Yusuke Tanaka, Tomoharu Iwata and Naonori Ueda of CS Labs will present their paper, titled "Symplectic Spectrum Gaussian Processes: Learning Hamiltonians from Noisy and Sparse Data," on Thursday, Dec. 1st, at 2pm (PST). Their paper proposes a Gaussian process model that incorporates the theory of Hamiltonian mechanics. Experiments on several physical systems show that the proposed model can accurately predict dynamics that follow the energy conservation or dissipation law from noisy and sparse data.
In addition, four workshop papers authored or co-authored by NTT Research, Inc. scientists have been accepted for presentation at the conference. The papers include:
"What shapes the loss landscape of self-supervised learning?"

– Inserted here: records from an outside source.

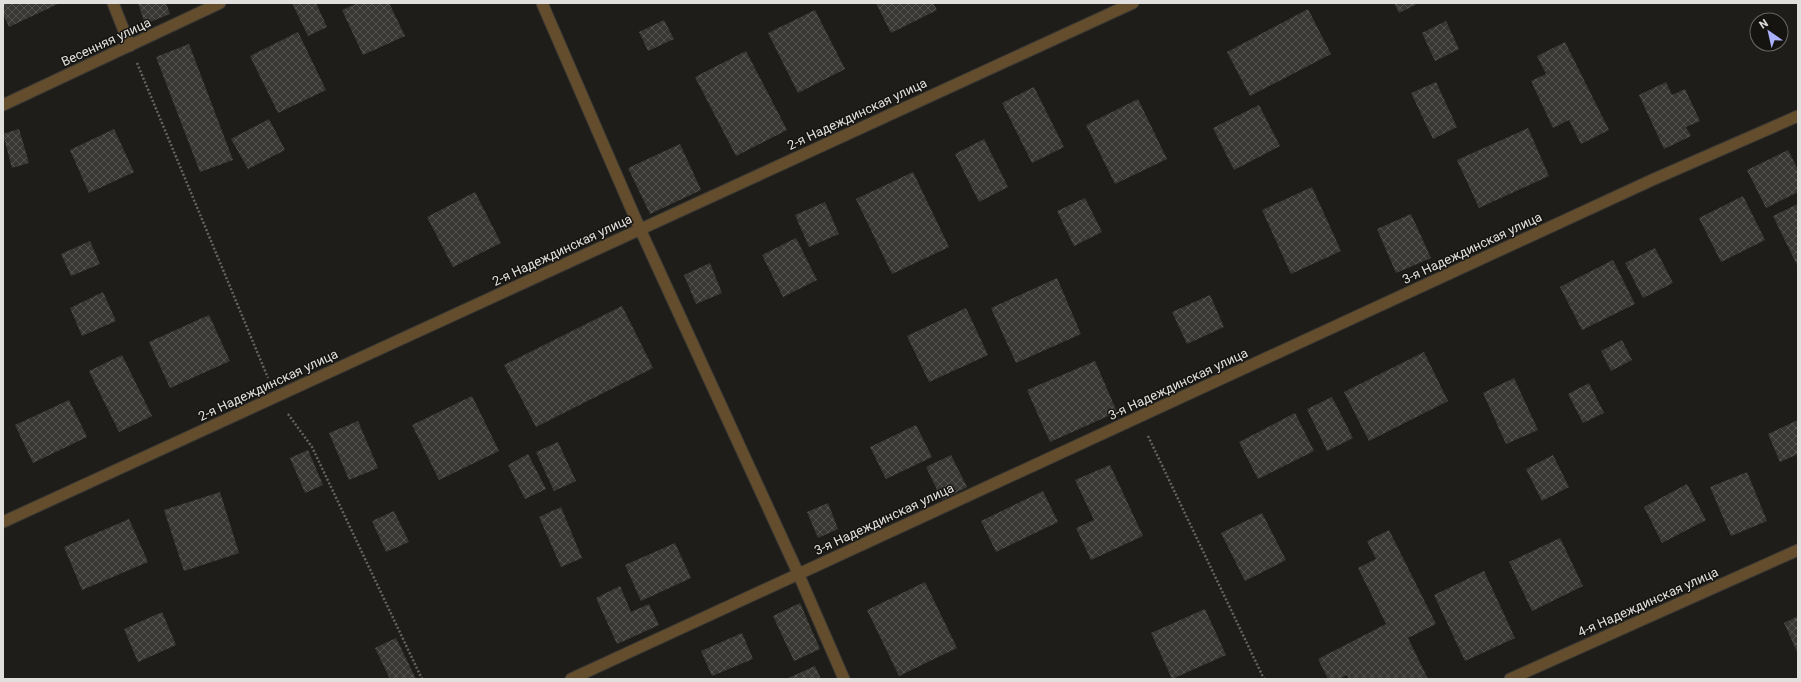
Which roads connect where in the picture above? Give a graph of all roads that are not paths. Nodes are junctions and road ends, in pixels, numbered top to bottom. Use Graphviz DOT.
graph roads {
  1 [pos="113,3"];
  2 [pos="220,3"];
  3 [pos="542,3"];
  4 [pos="1133,3"];
  5 [pos="130,46"];
  6 [pos="3,105"];
  7 [pos="1798,116"];
  8 [pos="640,229"];
  9 [pos="3,522"];
  10 [pos="1798,550"];
  11 [pos="798,574"];
  12 [pos="571,679"];
  13 [pos="844,679"];
  14 [pos="1510,679"];
  1 -- 5 [label="street"];
  2 -- 5 [label="street, Весенняя улица"];
  3 -- 8 [label="street"];
  4 -- 8 [label="street, 2-я Надеждинская улица"];
  5 -- 6 [label="street, Весенняя улица"];
  7 -- 11 [label="street, 3-я Надеждинская улица"];
  8 -- 9 [label="street, 2-я Надеждинская улица"];
  8 -- 11 [label="street"];
  10 -- 14 [label="street, 4-я Надеждинская улица"];
  11 -- 12 [label="street, 3-я Надеждинская улица"];
  11 -- 13 [label="street"];
}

by Liu Ziyin, Ekdeep Singh Lubana, Masahito Ueda and Hidenori Tanaka
(NeurIPS 2022 Workshop: Self-Supervised Learning - Theory and Practice)
"Geometric Considerations for Normalization Layers in Equivariant Neural Networks"

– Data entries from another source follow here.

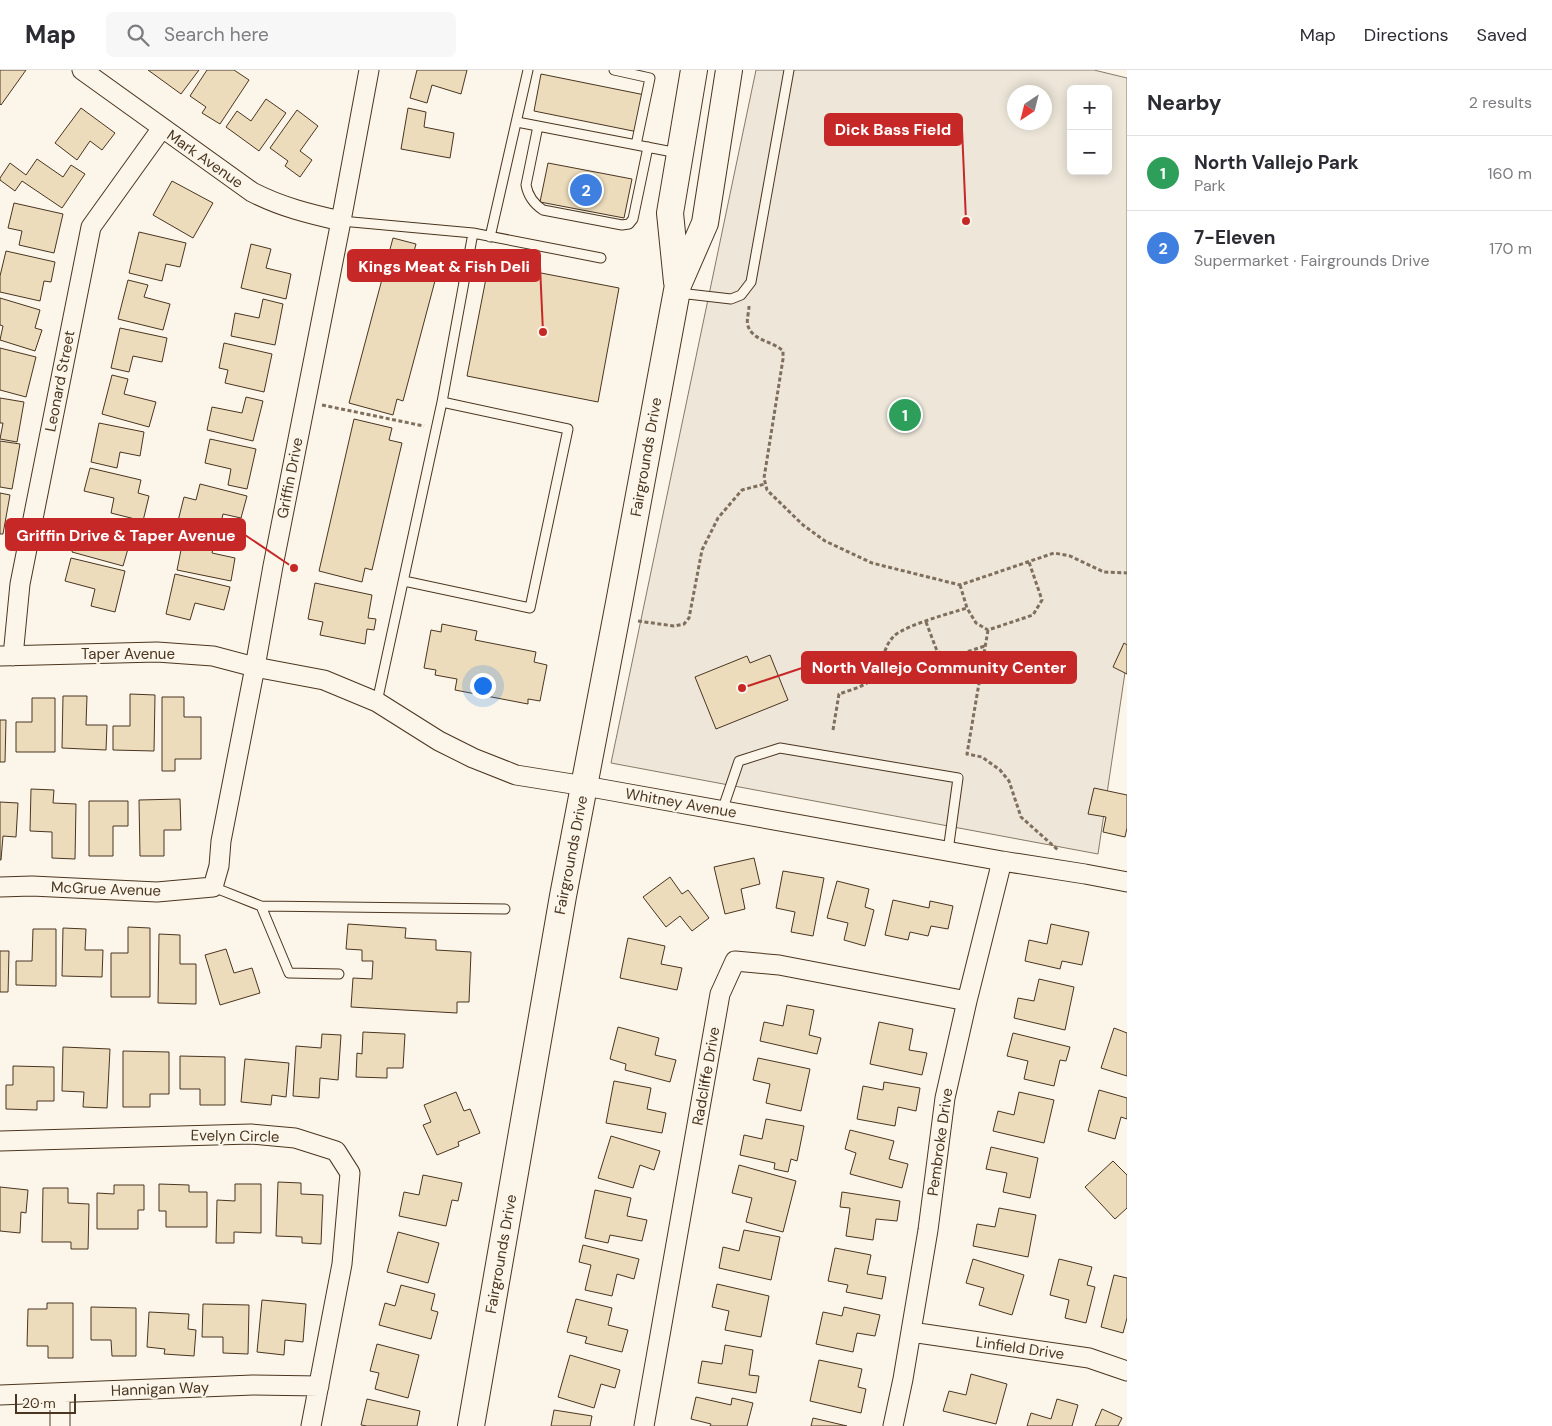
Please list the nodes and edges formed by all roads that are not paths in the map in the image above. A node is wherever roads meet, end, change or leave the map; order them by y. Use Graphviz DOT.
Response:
graph roads {
  1 [pos="82,70"];
  2 [pos="369,70"];
  3 [pos="528,70"];
  4 [pos="614,70"];
  5 [pos="694,70"];
  6 [pos="729,70"];
  7 [pos="789,70"];
  8 [pos="517,122"];
  9 [pos="538,126"];
  10 [pos="162,128"];
  11 [pos="636,145"];
  12 [pos="648,148"];
  13 [pos="680,154"];
  14 [pos="341,221"];
  15 [pos="473,233"];
  16 [pos="490,237"];
  17 [pos="601,258"];
  18 [pos="677,289"];
  19 [pos="442,402"];
  20 [pos="404,581"];
  21 [pos="7,656"];
  22 [pos="255,668"];
  23 [pos="377,702"];
  24 [pos="584,786"];
  25 [pos="722,811"];
  26 [pos="948,851"];
  27 [pos="1002,861"];
  28 [pos="1127,882"];
  29 [pos="0,887"];
  30 [pos="213,887"];
  31 [pos="261,906"];
  32 [pos="505,909"];
  33 [pos="339,974"];
  34 [pos="967,1001"];
  35 [pos="0,1141"];
  36 [pos="911,1332"];
  37 [pos="1127,1371"];
  38 [pos="319,1386"];
  39 [pos="60,1394"];
  40 [pos="0,1395"];
  41 [pos="60,1426"];
  42 [pos="311,1426"];
  43 [pos="471,1426"];
  44 [pos="644,1426"];
  45 [pos="893,1426"];
  1 -- 10 [label="street, Mark Avenue"];
  2 -- 14 [label="street, Griffin Drive"];
  3 -- 8 [label="lane"];
  4 -- 11 [label="lane"];
  5 -- 13 [label="main road, Fairgrounds Drive"];
  6 -- 18 [label="main road, Fairgrounds Drive"];
  7 -- 18 [label="lane"];
  8 -- 9 [label="lane"];
  8 -- 16 [label="lane"];
  9 -- 11 [label="lane"];
  9 -- 12 [label="lane"];
  10 -- 14 [label="street, Mark Avenue"];
  10 -- 21 [label="street, Leonard Street"];
  11 -- 12 [label="lane"];
  12 -- 13 [label="lane"];
  13 -- 18 [label="main road, Fairgrounds Drive"];
  14 -- 15 [label="lane"];
  14 -- 22 [label="street, Griffin Drive"];
  15 -- 16 [label="lane"];
  15 -- 19 [label="lane"];
  16 -- 17 [label="lane"];
  18 -- 24 [label="main road, Fairgrounds Drive"];
  19 -- 20 [label="lane"];
  19 -- 20 [label="lane"];
  20 -- 23 [label="lane"];
  21 -- 22 [label="street, Taper Avenue"];
  22 -- 23 [label="street, Whitney Avenue"];
  22 -- 30 [label="street, Griffin Drive"];
  23 -- 24 [label="street, Whitney Avenue"];
  24 -- 25 [label="street, Whitney Avenue"];
  24 -- 43 [label="main road, Fairgrounds Drive"];
  25 -- 26 [label="street, Whitney Avenue"];
  25 -- 26 [label="lane"];
  26 -- 27 [label="street, Whitney Avenue"];
  27 -- 28 [label="street, Whitney Avenue"];
  27 -- 34 [label="street, Pembroke Drive"];
  29 -- 30 [label="street, McGrue Avenue"];
  30 -- 31 [label="lane"];
  31 -- 32 [label="lane"];
  31 -- 33 [label="lane"];
  34 -- 36 [label="street, Pembroke Drive"];
  34 -- 44 [label="street, Radcliffe Drive"];
  35 -- 38 [label="street, Evelyn Circle"];
  36 -- 37 [label="street, Linfield Drive"];
  36 -- 45 [label="street, Pembroke Drive"];
  38 -- 39 [label="street, Hannigan Way"];
  38 -- 42 [label="street, Evelyn Circle"];
  39 -- 40 [label="street, Hannigan Way"];
  39 -- 41 [label="street"];
}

by Max Aalto, Ekdeep S. Lubana and Hidenori Tanaka
(NeurIPS 2022 Workshop: AI for Accelerated Materials Design)
"Mechanistic Lens on Mode Connectivity"
by Ekdeep Singh Lubana, Eric J. Bigelow, Robert Dick, David Krueger and Hidenori Tanaka
(NeurIPS 2022 Workshop: Distribution Shifts Connecting Methods and Applications)
"Training physical networks like neural networks: deep physical neural networks"
by Logan G. Wright, Tatsuhiro Onodera, Martin M. Stein, Tianyu Wang, Darren T. Schachter, Zoey Hu and Peter L. McMahon (NeurIPS 2022 Workshop: Machine Learning and the Physical Sciences)
NTT's R&D is centered around the IOWN (Innovative Optical and Wireless Network) concept, a future communication infrastructure that aims to optimize the individual and the whole through sustainable, environmentally friendly growth and tolerance for diversity. Together with NTT Group operating companies and people in various industries, we will work to solve various social issues and realize a smart world where people can enjoy the benefits of unobtrusive technology. We will continue to research and develop technologies that will transform the world and uphold our value of diversity.
NTT is a global technology and business solutions provider helping clients accelerate growth and innovate digital business models. We provide digital business consulting, technology and managed services for cybersecurity, applications, workplace, cloud, data center and networks - all supported by our deep industry expertise and innovation. As a top-five global IT services provider, our diverse teams deliver services in 190+ countries and regions. We serve 85% of the Fortune Global 100 companies and thousands of other clients and communities. With a 120-year heritage of service and social responsibility, we advocate and act for our clients and a sustainable world. For more information on NTT, visit https://www.global.ntt/.
NTT Research opened its offices in July 2019 as a new Silicon Valley startup to conduct basic research and advance technologies that promote positive change for humankind. Currently, three labs are housed at NTT Research facilities in Sunnyvale: the Physics and Informatics (PHI) Lab, the Cryptography and Information Security (CIS) Lab, and the Medical and Health Informatics (MEI) Lab. The organization aims to upgrade reality in three areas: 1) quantum information, neuroscience and photonics; 2) cryptographic and information security; and 3) medical and health informatics. NTT Research is part of NTT, a global technology and business solutions provider with an annual R&D budget of $3.6 billion.